┌─ Excerpted data
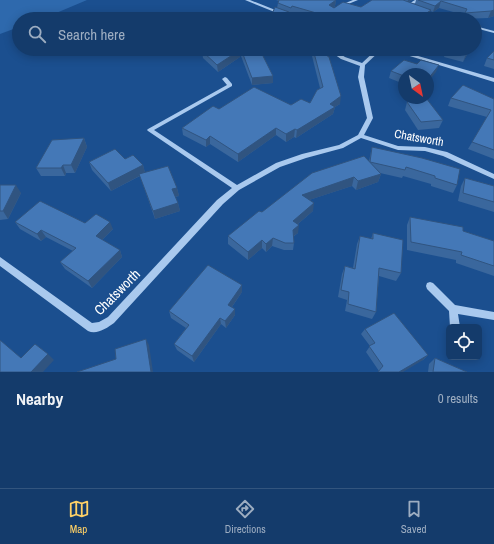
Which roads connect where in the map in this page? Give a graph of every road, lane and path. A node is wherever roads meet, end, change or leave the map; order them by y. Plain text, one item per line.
1 (247, 0) edge
2 (356, 0) edge
3 (418, 0) edge
4 (336, 9) edge
5 (278, 12) edge
6 (426, 12) edge
7 (482, 29) edge
8 (494, 32) edge
9 (340, 56) edge
10 (373, 56) edge
11 (413, 56) edge
12 (364, 65) junction
13 (226, 79) dead end
14 (494, 80) edge
15 (360, 136) junction
16 (494, 177) edge
17 (237, 188) junction
18 (0, 261) edge
19 (430, 286) dead end
20 (453, 310) junction
21 (494, 316) edge
22 (455, 324) edge

1 - 5 street
2 - 4 street
3 - 6 street
7 - 8 street
9 - 12 street
10 - 12 street
11 - 14 street
12 - 15 street
13 - 17 street
15 - 16 street, Chatsworth
15 - 17 street, Chatsworth
17 - 18 street, Chatsworth
19 - 20 street
20 - 21 street
20 - 22 street

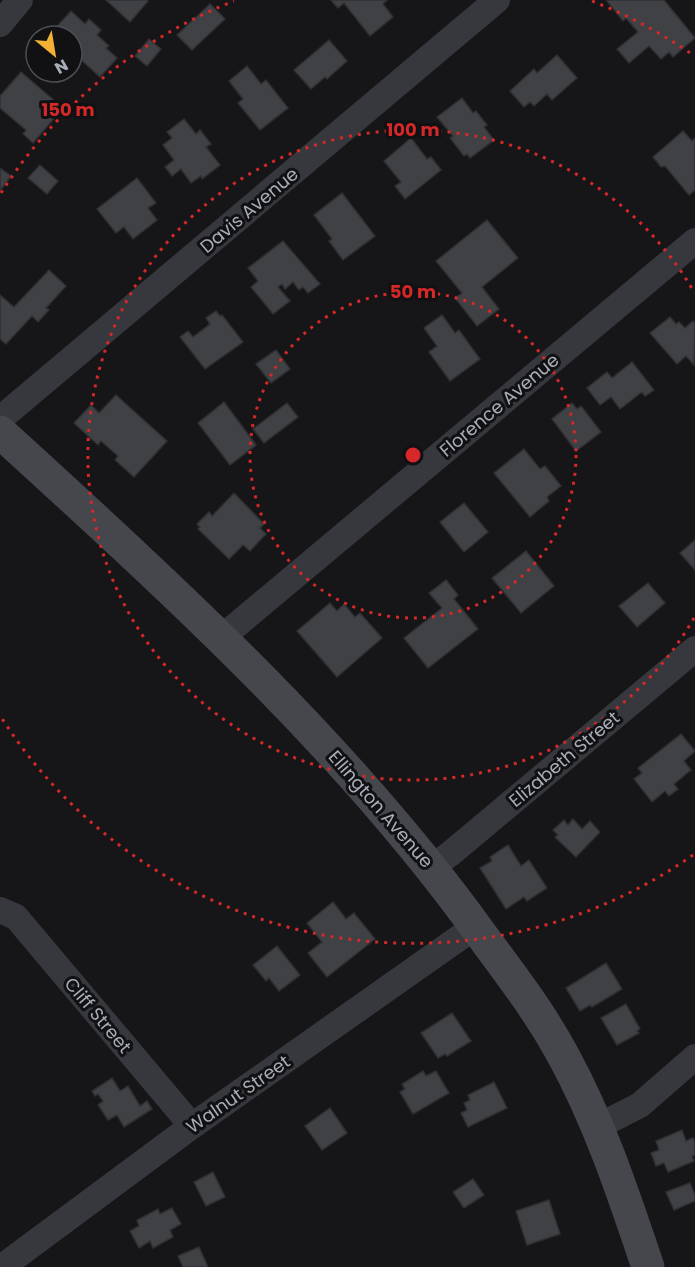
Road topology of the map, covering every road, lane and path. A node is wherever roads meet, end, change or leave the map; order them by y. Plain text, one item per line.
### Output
1 (20, 0) edge
2 (497, 0) edge
3 (0, 24) edge
4 (695, 241) edge
5 (0, 419) edge
6 (0, 432) edge
7 (221, 638) junction
8 (695, 649) edge
9 (432, 867) junction
10 (0, 910) edge
11 (476, 926) junction
12 (695, 1057) edge
13 (192, 1126) junction
14 (597, 1127) junction
15 (2, 1267) edge
16 (648, 1267) edge

1 - 3 street
2 - 5 street, Davis Avenue
4 - 7 street, Florence Avenue
6 - 7 street, Ellington Avenue
7 - 9 street, Ellington Avenue
8 - 9 street, Elizabeth Street
9 - 11 street, Ellington Avenue
10 - 13 street, Cliff Street
11 - 13 street, Walnut Street
11 - 14 street, Ellington Avenue
12 - 14 street
13 - 15 street, Walnut Street
14 - 16 street, Ellington Avenue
└─
## Task details
After removing each picture, print the entries above exactly as they were.

## The answer
Which roads connect where in the map in this page? Give a graph of every road, lane and path. A node is wherever roads meet, end, change or leave the map; order them by y. Plain text, one item per line.
1 (247, 0) edge
2 (356, 0) edge
3 (418, 0) edge
4 (336, 9) edge
5 (278, 12) edge
6 (426, 12) edge
7 (482, 29) edge
8 (494, 32) edge
9 (340, 56) edge
10 (373, 56) edge
11 (413, 56) edge
12 (364, 65) junction
13 (226, 79) dead end
14 (494, 80) edge
15 (360, 136) junction
16 (494, 177) edge
17 (237, 188) junction
18 (0, 261) edge
19 (430, 286) dead end
20 (453, 310) junction
21 (494, 316) edge
22 (455, 324) edge

1 - 5 street
2 - 4 street
3 - 6 street
7 - 8 street
9 - 12 street
10 - 12 street
11 - 14 street
12 - 15 street
13 - 17 street
15 - 16 street, Chatsworth
15 - 17 street, Chatsworth
17 - 18 street, Chatsworth
19 - 20 street
20 - 21 street
20 - 22 street

Road topology of the map, covering every road, lane and path. A node is wherever roads meet, end, change or leave the map; order them by y. Plain text, one item per line.
### Output
1 (20, 0) edge
2 (497, 0) edge
3 (0, 24) edge
4 (695, 241) edge
5 (0, 419) edge
6 (0, 432) edge
7 (221, 638) junction
8 (695, 649) edge
9 (432, 867) junction
10 (0, 910) edge
11 (476, 926) junction
12 (695, 1057) edge
13 (192, 1126) junction
14 (597, 1127) junction
15 (2, 1267) edge
16 (648, 1267) edge

1 - 3 street
2 - 5 street, Davis Avenue
4 - 7 street, Florence Avenue
6 - 7 street, Ellington Avenue
7 - 9 street, Ellington Avenue
8 - 9 street, Elizabeth Street
9 - 11 street, Ellington Avenue
10 - 13 street, Cliff Street
11 - 13 street, Walnut Street
11 - 14 street, Ellington Avenue
12 - 14 street
13 - 15 street, Walnut Street
14 - 16 street, Ellington Avenue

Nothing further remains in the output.